** Opening SOURCE DATA block **

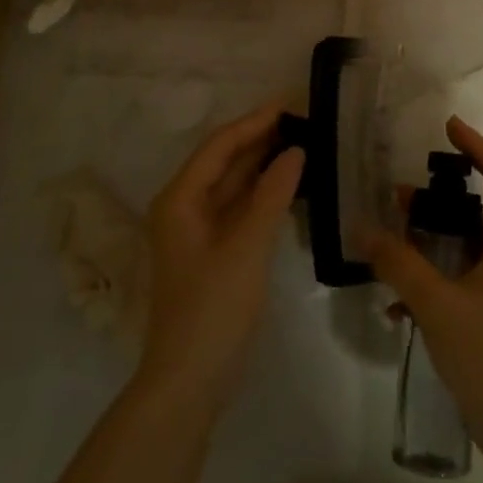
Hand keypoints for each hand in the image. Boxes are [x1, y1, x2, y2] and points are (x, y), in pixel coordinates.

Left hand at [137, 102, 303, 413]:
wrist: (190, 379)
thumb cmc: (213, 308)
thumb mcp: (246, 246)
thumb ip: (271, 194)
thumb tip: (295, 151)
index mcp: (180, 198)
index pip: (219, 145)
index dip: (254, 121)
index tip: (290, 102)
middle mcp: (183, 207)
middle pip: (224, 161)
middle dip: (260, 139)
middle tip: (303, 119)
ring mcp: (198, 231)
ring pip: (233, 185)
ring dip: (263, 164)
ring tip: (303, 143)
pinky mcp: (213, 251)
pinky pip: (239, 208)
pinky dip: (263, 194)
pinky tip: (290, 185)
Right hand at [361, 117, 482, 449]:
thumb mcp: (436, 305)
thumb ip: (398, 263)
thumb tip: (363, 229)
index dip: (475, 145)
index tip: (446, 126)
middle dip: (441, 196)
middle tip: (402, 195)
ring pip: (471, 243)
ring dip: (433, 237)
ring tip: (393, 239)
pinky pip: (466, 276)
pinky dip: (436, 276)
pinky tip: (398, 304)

** Closing SOURCE DATA block **

- [EXERCISE]:
Would you copy each line above exactly as given, dropping any images?

- [OUTPUT OF THE TASK]:
Hand keypoints for each hand in the image. Boxes are [x1, y1, x2, y2] and points are (x, y), in pixel coordinates.

Left hand at [137, 102, 303, 413]:
wrist: (190, 379)
thumb cmc: (213, 308)
thumb mcp: (246, 246)
thumb ip: (271, 194)
thumb tip: (295, 151)
index mcp: (180, 198)
index pip: (219, 145)
index dip: (254, 121)
index tip: (290, 102)
middle mcp: (183, 207)
middle pip: (224, 161)
middle dip: (260, 139)
middle tip: (303, 119)
ring mcp: (198, 231)
ring pip: (233, 185)
ring dip: (263, 164)
ring tip: (303, 143)
pinky mcp: (213, 251)
pinky pip: (239, 208)
pinky dip: (263, 194)
pinky tip: (290, 185)
Right hand at [361, 117, 482, 449]:
thumb mcp: (436, 305)
thumb ip: (398, 263)
thumb tip: (363, 229)
index dip: (475, 145)
index tip: (446, 126)
middle dip: (441, 196)
middle tip: (402, 195)
ring pip: (471, 243)
ring dip: (433, 237)
ring tip: (393, 239)
pinky pip: (466, 276)
pinky dip: (436, 276)
pinky tip: (398, 304)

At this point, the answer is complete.